Work request: Every line in the records below with the string "function" needs to be copied out.

------ Data for review ------

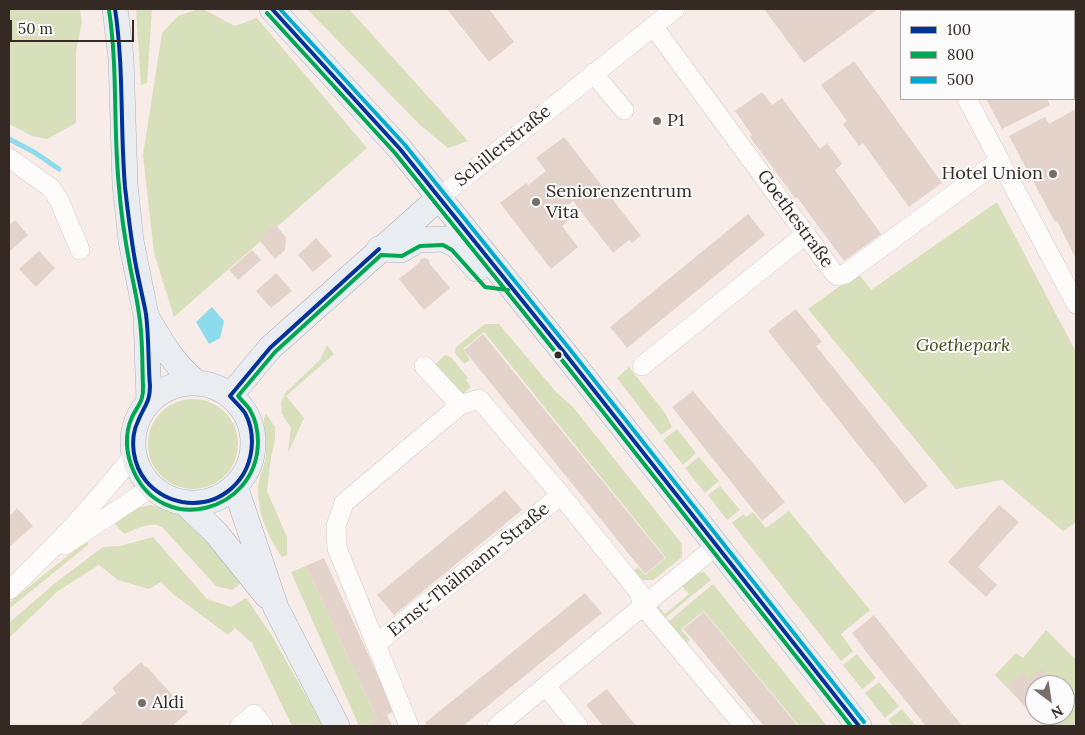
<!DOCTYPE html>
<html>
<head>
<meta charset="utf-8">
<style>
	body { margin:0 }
	#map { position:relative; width:1085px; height:735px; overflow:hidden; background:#f7ece7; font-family:Lora,serif }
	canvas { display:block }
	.frame { position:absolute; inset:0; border:10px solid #352923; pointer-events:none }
	.legend { position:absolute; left:900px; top:10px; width:175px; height:90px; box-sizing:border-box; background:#fbfbfb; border:1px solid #aca7a5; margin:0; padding:6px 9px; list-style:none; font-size:15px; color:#352923 }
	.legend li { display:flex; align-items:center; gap:10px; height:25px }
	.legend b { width:25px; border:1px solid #aca7a5 }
	.north { position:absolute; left:1025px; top:675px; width:50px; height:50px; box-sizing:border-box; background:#fbfbfb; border:1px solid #aca7a5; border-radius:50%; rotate:149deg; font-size:14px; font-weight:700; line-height:20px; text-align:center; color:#352923 }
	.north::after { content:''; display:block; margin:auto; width:18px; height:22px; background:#796d68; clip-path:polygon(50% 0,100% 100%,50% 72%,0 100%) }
	.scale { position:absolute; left:10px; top:20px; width:124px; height:22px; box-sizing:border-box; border:2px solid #352923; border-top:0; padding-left:6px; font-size:15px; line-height:18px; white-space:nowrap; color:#352923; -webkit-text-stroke:4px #fbfbfb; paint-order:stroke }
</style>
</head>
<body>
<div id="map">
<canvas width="1085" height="735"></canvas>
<div class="frame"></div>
<ul class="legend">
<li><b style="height:6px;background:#039"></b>100</li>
<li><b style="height:6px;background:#00a651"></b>800</li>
<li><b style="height:6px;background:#00a9ce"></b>500</li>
</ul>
<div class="north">N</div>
<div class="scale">50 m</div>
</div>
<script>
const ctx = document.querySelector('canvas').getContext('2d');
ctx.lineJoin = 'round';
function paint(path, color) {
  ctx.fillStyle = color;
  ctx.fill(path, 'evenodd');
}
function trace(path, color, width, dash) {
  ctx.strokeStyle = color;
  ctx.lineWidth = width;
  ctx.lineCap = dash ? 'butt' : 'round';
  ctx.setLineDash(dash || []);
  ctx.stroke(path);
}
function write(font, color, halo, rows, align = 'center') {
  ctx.font = font + ' Lora,serif';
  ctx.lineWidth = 4;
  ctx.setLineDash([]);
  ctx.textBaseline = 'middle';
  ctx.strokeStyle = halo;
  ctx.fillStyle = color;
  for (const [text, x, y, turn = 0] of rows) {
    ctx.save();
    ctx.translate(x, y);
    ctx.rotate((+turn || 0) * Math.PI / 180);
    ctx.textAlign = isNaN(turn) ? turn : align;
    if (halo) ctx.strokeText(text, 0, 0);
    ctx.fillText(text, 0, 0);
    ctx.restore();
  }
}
paint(new Path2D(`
	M9 9H80L82 22 76 51V123L47 139 32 136 9 124Z
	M136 9H152L147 83 141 85Z
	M198 9H203L235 26 257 18 367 148 174 317 154 253 143 155 162 33 178 16Z
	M307 9H349L468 141 448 148 420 125Z
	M997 202 1076 352V522L1063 531 1002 480 956 489 808 309 858 273 871 290Z
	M485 324H499L556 392 573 407 682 544V557L653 580H643L633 571 638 567 645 575 666 558 484 332 463 349 470 360 464 364 455 353 456 347Z
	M327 345 334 354 286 396 304 418 288 453 291 428 282 414 281 402 286 392 320 360Z
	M445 355 451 357 468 378 466 380 471 387 463 394 455 392 432 367Z
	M629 367 665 413 672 427 661 435 617 378Z
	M148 444a45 45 0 1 1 90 0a45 45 0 1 1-90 0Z
	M266 414 275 427V439L271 457 267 491 287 537V555L282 557C267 536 253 503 260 476 261 471 264 467 265 461 268 449 264 432 264 418Z
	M677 429 696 453 683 465 663 440Z
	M699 457 719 481 705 493 685 468Z
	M720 486 740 510 727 520 708 495Z
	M151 505 187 517 241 583 232 590 216 586 162 527C149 521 137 529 124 534L114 523 135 508Z
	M789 511 870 610 841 634 853 651 841 661 732 523 743 514 746 517 753 512 766 528Z
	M153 537 207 599 231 607 246 598 271 634 323 726H292L252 643 235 628 228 635 173 594 161 582 149 589 118 580 99 565 58 591 9 638V623L54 584 103 547 120 546Z
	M86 541 89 544 9 609V603Z
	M306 566 377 719 369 723 370 726H359L291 572Z
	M704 572 711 580 665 618 656 607 657 605 665 614 689 594 681 585 695 574Z
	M713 584 827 726H799L704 611 681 629 690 640 687 643 683 642 669 626V621Z
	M1046 630 1076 660V726H1044L995 675 1016 653 1023 658ZM1035 685H1065V715H1035Z
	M857 654 876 678 862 689 843 665Z
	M879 682 899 706 885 718 865 693Z
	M902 709 916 726H893L888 720Z`), '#d7e0ba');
paint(new Path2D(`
	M212 307 224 321 220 338 209 344 196 322Z`), '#8ddbec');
trace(new Path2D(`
	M9 139 34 152 59 169`), '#8ddbec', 5);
paint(new Path2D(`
	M447 9H489L514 42 489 62Z
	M764 9H878L804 63Z
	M963 9H1014L1013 11H964Z
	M854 61 942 183 909 207 863 143 859 146 843 124 847 121 821 85Z
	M762 92 772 105 782 98 820 149 827 143 842 164 835 170 881 234 844 261 797 197 795 198 750 137 752 135 735 111Z
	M986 99H1047L1050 105 1002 129Z
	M1076 109V259L1057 221 1055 222 1009 136 1045 117 1049 124Z
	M564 137 641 236 632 243 629 240 613 253 573 201 560 211 568 221 562 226 578 247 551 269 500 203 526 183 528 185 546 171 536 158Z
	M748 214 765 235 627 348 610 327Z
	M15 220 28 235 10 251 9 225Z
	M275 224 286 238 285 250 275 259 260 241 266 236 264 234Z
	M316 238 332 256 313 272 298 255Z
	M252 250 261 260 238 280 229 270Z
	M39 251 55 268 36 287 19 269Z
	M425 258 429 260 430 264 450 288 424 310 399 279 419 263 421 259Z
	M276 273 292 291 271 308 256 291Z
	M796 309 822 342 816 346 928 486 905 504 768 331Z
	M483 334 665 558 645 574 464 350Z
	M693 391 785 502 762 521 672 407Z
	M505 490 522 510 394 615 377 595Z
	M999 505 1019 522 978 567 997 585 986 597 948 562Z
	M17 508 33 526 9 547V516Z
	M324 558 394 711 387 715 392 726H370L369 723 377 719 306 566Z
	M585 593 602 613 463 726H428L425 723Z
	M704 612 798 726H764L694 641 683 629Z
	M874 615 962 726H926L867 653 852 633Z
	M141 662 145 667 146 666 188 712 172 726H79L116 693 112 688Z
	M1041 668 1056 685H1035V715H1052L1041 725 1007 685 1022 672 1028 680Z
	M607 689 632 721 637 726H603L586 705Z`), '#e4d3ca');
const minor = new Path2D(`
	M929 9 930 11
	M653 26 834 273 838 276 845 274 999 161
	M593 73 624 110
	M967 99 1076 304
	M9 158 51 188 59 200 80 250
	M439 198 675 9
	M424 366 460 405 479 399 561 495 639 592 643 606 744 726
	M642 366 806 234
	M65 545 152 487
	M9 590C55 548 95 503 134 455
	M376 644 561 495
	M546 686 578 726
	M240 726 254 714 263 726
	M409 726 337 548 336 526 344 503 460 405
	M497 726 716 546`);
const major = new Path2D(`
	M115 9 121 58 125 184 131 241 146 315 149 402
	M272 9 400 149 563 351 859 726
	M379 249 401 250 418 240 444 239 456 245 477 269
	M147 318C162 343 174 365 197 383
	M133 443a60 60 0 1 1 120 0a60 60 0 1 1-120 0Z
	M230 396 270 348 439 198
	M235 486 276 608 337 726
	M185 503 216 533 267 596`);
trace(minor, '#d4c9c4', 20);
trace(major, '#afb3b9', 26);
trace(minor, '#fefcfb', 19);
trace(major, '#e9edf1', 25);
trace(new Path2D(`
	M115 9C124 68 120 127 125 187 128 213 131 240 136 266 139 282 143 298 146 314 149 337 148 362 150 386 150 403 144 406 138 421 129 440 133 465 146 481 156 493 167 499 182 502 220 508 251 481 252 442 252 433 250 422 245 413 241 407 235 402 230 396
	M272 9 400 149 563 351 859 726
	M230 396 270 348 379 249`), '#039', 4);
trace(new Path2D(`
	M109 10C118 69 113 128 119 187 121 214 125 240 130 266 133 282 137 298 139 314 143 338 142 363 143 386 144 401 138 405 132 417 124 435 126 455 134 472 163 536 256 513 258 443 258 432 256 420 250 410 247 405 242 401 238 396L275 352 381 255 402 256 420 246 443 245 452 250 485 287 508 290
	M267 13 395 153 558 355 851 726`), '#00a651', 4);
trace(new Path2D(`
	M280 9 405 145 568 347 864 722`), '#00a9ce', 4);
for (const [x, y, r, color] of [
	[657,121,5,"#796d68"],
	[1053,174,5,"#796d68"],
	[536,202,5,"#796d68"],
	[558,355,4.5,"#352923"],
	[142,703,5,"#796d68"]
]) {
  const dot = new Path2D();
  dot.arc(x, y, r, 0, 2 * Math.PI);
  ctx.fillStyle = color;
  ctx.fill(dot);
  trace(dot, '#fbfbfb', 2);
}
write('18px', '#352923', '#fbfbfb', [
	["P1",667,121],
	["Hotel Union",1043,174,"right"],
	["Seniorenzentrum",546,192],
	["Vita",546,213],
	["Aldi",152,703]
], 'left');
write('18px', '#352923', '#fbfbfb', [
	["Schillerstraße",503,146,-39],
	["Goethestraße",795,219,54],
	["Ernst-Thälmann-Straße",469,570,-39]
]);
write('italic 18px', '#3a4d14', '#fbfbfb', [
	["Goethepark",963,346]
]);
</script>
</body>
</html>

------

Solved problem:
function paint(path, color) {
function trace(path, color, width, dash) {
function write(font, color, halo, rows, align = 'center') {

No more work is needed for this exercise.